Thursday, April 26, 2012

Author Exposure Review

A nice review from the Author Exposure blog. It really speaks to why I wrote the book. After reading the review, someone asked me if I thought my book would be good to give to a friend who is considering marrying an alcoholic. I never thought about "that person" as my audience, but who better to read Daughter of the Drunk at the Bar?

If "that person" reads my book, and if it helps inform their decision and save her/or him (and any future children) some heart ache? I'd feel really good about that.  

I feel like my own mom had no idea what she was getting herself into. She was like that metaphor about the frog in the boiling water. I'm not saying alcoholics are not deserving of love. I'm not saying you shouldn't marry one. But it would be best to go in with your eyes open, and have firm boundaries about what you will and will not tolerate.

Tuesday, April 17, 2012

Coming Down the Mountain and Women on Writing: Nice words about Daughter of the Drunk at the Bar

It was so nice to stumble upon this blog post at Coming Down the Mountain:A Writer's Blog! Karen Gowen, writer of said post runs a website called, a gathering place for self-published authors to market and sell their books. I put Daughter of the Drunk at the Bar up on Karen's site a couple of months back, because I thought she offered a really nice opportunity for independently published authors to support one another. She didn't tell me about her post, I came across it when I mumble googled myself. Yes, I googled myself. There I said it. Don't act like you've never done it. It's a perfectly natural thing to do. And technically I didn't google myself, I googled my book.

I was also recently featured along with three other writers in an article by Chynna Laird for Women on Writing.

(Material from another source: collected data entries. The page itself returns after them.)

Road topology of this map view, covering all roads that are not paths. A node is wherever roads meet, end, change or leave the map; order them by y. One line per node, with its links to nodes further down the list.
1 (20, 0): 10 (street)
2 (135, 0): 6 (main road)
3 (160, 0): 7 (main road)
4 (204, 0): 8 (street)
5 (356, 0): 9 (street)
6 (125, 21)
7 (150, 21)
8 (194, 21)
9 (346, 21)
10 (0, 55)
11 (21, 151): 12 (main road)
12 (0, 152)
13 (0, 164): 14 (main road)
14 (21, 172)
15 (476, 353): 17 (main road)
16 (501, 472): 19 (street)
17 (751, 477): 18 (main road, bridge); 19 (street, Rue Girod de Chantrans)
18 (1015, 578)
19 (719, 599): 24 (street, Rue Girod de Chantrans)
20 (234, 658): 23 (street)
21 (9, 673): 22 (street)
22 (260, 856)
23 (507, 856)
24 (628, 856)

It is about taboo topics. Chynna is a prolific writer and a survivor, and an amazing special needs mom. She blew the lid off of taboo topics with her own brave memoir, White Elephants. She tells her story with such grace and understanding for her mother who was mentally ill, and subsequently very abusive. I really recommend her book. The scene that is coming to me now is of a loving aunt, who took her in and loved her, and no doubt changed the way she looked at herself and the trajectory of her life.

Those of us who have survived childhood trauma know how important these people are. The ones who offer a leg up. The ones who see something of value in us, even if shame keeps us from seeing it in ourselves.

I just love writers supporting other writers in telling their stories. Thank you Karen. Thank you Chynna.

And thank you to my Grandmother Doris Wilson, who by being thrilled every time I walked in the door as a child, led me to believe I might be lovable and good.